Biden’s team seems to understand that they are in trouble in Michigan. Early this month, they dispatched aides to Dearborn to meet with Arab American leaders, including one from Listen to Michigan. The next week, Biden issued an order protecting thousands of Palestinians in the United States from deportation for the next 18 months. In an important step against Israeli extremism, he imposed sanctions on violent settlers in the West Bank.
Levin
frames Listen to Michigan as a way for Democrats to express their outrage while
leaving the door open to return to the fold in November, and thus a pragmatic
alternative to calls from a separate group of activists to “abandon Biden.”

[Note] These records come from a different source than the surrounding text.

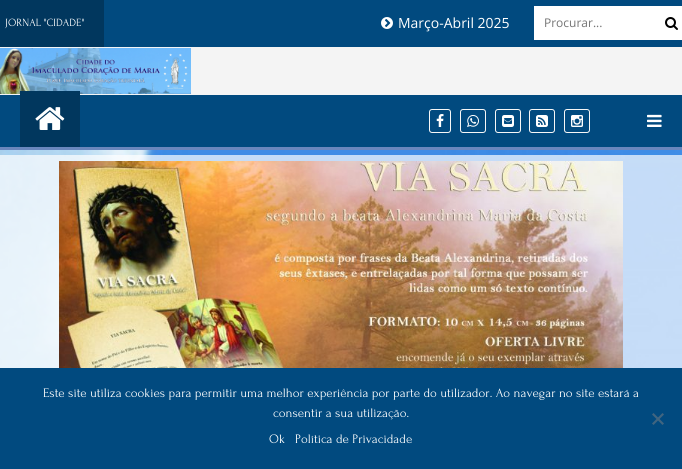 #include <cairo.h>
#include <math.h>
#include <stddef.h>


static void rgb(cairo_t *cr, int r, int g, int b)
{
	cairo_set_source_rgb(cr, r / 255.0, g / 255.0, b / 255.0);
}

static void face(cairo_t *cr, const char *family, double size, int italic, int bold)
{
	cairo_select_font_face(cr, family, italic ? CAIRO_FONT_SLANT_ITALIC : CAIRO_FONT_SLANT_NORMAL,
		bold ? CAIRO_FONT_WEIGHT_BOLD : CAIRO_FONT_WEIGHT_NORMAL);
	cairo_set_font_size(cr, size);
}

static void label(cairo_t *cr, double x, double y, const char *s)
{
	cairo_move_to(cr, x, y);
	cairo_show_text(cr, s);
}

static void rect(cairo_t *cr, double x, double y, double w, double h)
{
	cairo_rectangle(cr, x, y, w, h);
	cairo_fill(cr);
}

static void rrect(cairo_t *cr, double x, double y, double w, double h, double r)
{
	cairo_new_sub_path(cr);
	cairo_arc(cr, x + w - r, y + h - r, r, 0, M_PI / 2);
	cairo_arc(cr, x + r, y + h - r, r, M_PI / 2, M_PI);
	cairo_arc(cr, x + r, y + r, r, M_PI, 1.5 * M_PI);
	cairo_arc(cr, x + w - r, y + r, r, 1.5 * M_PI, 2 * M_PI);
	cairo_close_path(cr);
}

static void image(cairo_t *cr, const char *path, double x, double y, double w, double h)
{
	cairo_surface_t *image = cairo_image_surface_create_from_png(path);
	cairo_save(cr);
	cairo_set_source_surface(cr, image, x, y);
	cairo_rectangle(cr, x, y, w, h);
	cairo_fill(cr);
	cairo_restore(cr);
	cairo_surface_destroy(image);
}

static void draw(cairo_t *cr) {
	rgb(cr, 1, 74, 127);
	cairo_paint(cr);
	rgb(cr, 1, 55, 94);
	rect(cr, 0, 0, 104, 47);
	face(cr, "Forum", 11, 0, 0);
	rgb(cr, 255, 255, 255);
	label(cr, 5, 26, "JORNAL \"CIDADE\"");
	image(cr, "image0.png", 381, 17, 12, 12);
	face(cr, "Open Sans", 14, 0, 0);
	label(cr, 398, 28, "Março-Abril 2025");
	rect(cr, 534, 6, 148, 34);
	face(cr, "Open Sans", 12, 0, 0);
	rgb(cr, 117, 117, 117);
	label(cr, 544, 27, "Procurar...");
	image(cr, "image1.png", 665, 17, 13, 13);
	rgb(cr, 244, 244, 244);
	rect(cr, 0, 47, 682, 48);
	image(cr, "image2.png", 0, 48, 191, 46);
	rgb(cr, 106, 135, 189);
	rect(cr, 0, 147, 682, 3);
	rgb(cr, 1, 55, 94);
	rect(cr, 20, 91, 60, 56);
	image(cr, "image3.png", 35, 107, 30, 23);
	rrect(cr, 429.5, 109.5, 21, 23, 2.5);
	rgb(cr, 247, 247, 247);
	cairo_set_line_width(cr, 1);
	cairo_stroke(cr);
	image(cr, "image4.png", 436, 114, 8, 13);
	rrect(cr, 460.5, 109.5, 25, 23, 2.5);
	cairo_stroke(cr);
	image(cr, "image5.png", 467, 115, 12, 12);
	rrect(cr, 495.5, 109.5, 25, 23, 2.5);
	cairo_stroke(cr);
	image(cr, "image6.png", 502, 115, 12, 12);
	rrect(cr, 529.5, 109.5, 25, 23, 2.5);
	cairo_stroke(cr);
	image(cr, "image7.png", 536, 115, 12, 12);
	rrect(cr, 564.5, 109.5, 25, 23, 2.5);
	cairo_stroke(cr);
	image(cr, "image8.png", 571, 115, 12, 12);
	image(cr, "image9.png", 647, 114, 15, 13);
	image(cr, "image10.png", 0, 150, 682, 218);
	image(cr, "image11.png", 59, 161, 564, 207);
	face(cr, "Forum", 13, 0, 0);
	rgb(cr, 255, 255, 255);
	label(cr, 43, 397, "Este site utiliza cookies para permitir uma melhor experiência por parte do utilizador. Ao navegar no site estará a");
	label(cr, 273, 417, "consentir a sua utilização.");
	rgb(cr, 65, 101, 128);
	cairo_new_path(cr);
	cairo_move_to(cr, 662.5, 413);
	cairo_line_to(cr, 664, 414.5);
	cairo_line_to(cr, 653.5, 425);
	cairo_line_to(cr, 652, 423.5);
	cairo_close_path(cr);
	cairo_fill(cr);
	cairo_new_path(cr);
	cairo_move_to(cr, 652, 414.5);
	cairo_line_to(cr, 653.5, 413);
	cairo_line_to(cr, 664, 423.5);
	cairo_line_to(cr, 662.5, 425);
	cairo_close_path(cr);
	cairo_fill(cr);
	rgb(cr, 255, 255, 255);
	label(cr, 269, 443, "Ok");
	label(cr, 295, 443, "Política de Privacidade");
}

int main(void) {
	cairo_surface_t *surface = cairo_image_surface_create(CAIRO_FORMAT_RGB24, 682, 469);
	cairo_t *cr = cairo_create(surface);
	cairo_font_options_t *options = cairo_font_options_create();
	cairo_font_options_set_hint_metrics(options, CAIRO_HINT_METRICS_OFF);
	cairo_font_options_set_hint_style(options, CAIRO_HINT_STYLE_NONE);
	cairo_set_font_options(cr, options);
	cairo_set_miter_limit(cr, 4);
	draw(cr);
	cairo_surface_write_to_png(surface, "render.png");
	cairo_font_options_destroy(options);
	cairo_destroy(cr);
	cairo_surface_destroy(surface);
	return 0;
}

Many of those working on Listen to Michigan, he said, are “people who feel like
it’s a pants-on-fire crisis that we have to change course on Gaza for
substantive reasons,” and that doing
so is the best way for Biden to beat Trump. “That is a beautiful thing when
practical political objectives line up with the right thing to do,” he said.
There
are plenty of Democrats, in Michigan and elsewhere, who don’t see this
alignment. The state’s governor, Gretchen Whitmer, who has emerged as one of
Biden’s leading surrogates, argues that protest votes in Michigan’s primary
will only weaken Biden ahead of November. “Every vote that doesn’t support Joe
Biden makes it more likely we have a Trump presidency,” she told me.
But
a refusal to take disillusionment with Biden seriously could also make a Trump
presidency more likely. A recent survey by the Michigan-based polling firm
EPIC-MRA found that 53 percent of voters in the state, and 74 percent of
Democrats, favor a cease-fire in Gaza. That same survey showed Trump ahead in
Michigan by four points, though that is equal to the poll’s margin of error.
“It points to a potential Trump win unless things dramatically change,” Bernie
Porn, a pollster for EPIC-MRA, told The Detroit Free Press.
Given
how catastrophic another Trump term would be — including in Israel, where the
far right fantasizes about his return — I find people who threaten to withhold
their votes from Biden maddening. But if Democrats want them to come around,
listening to them will be more effective than lecturing them.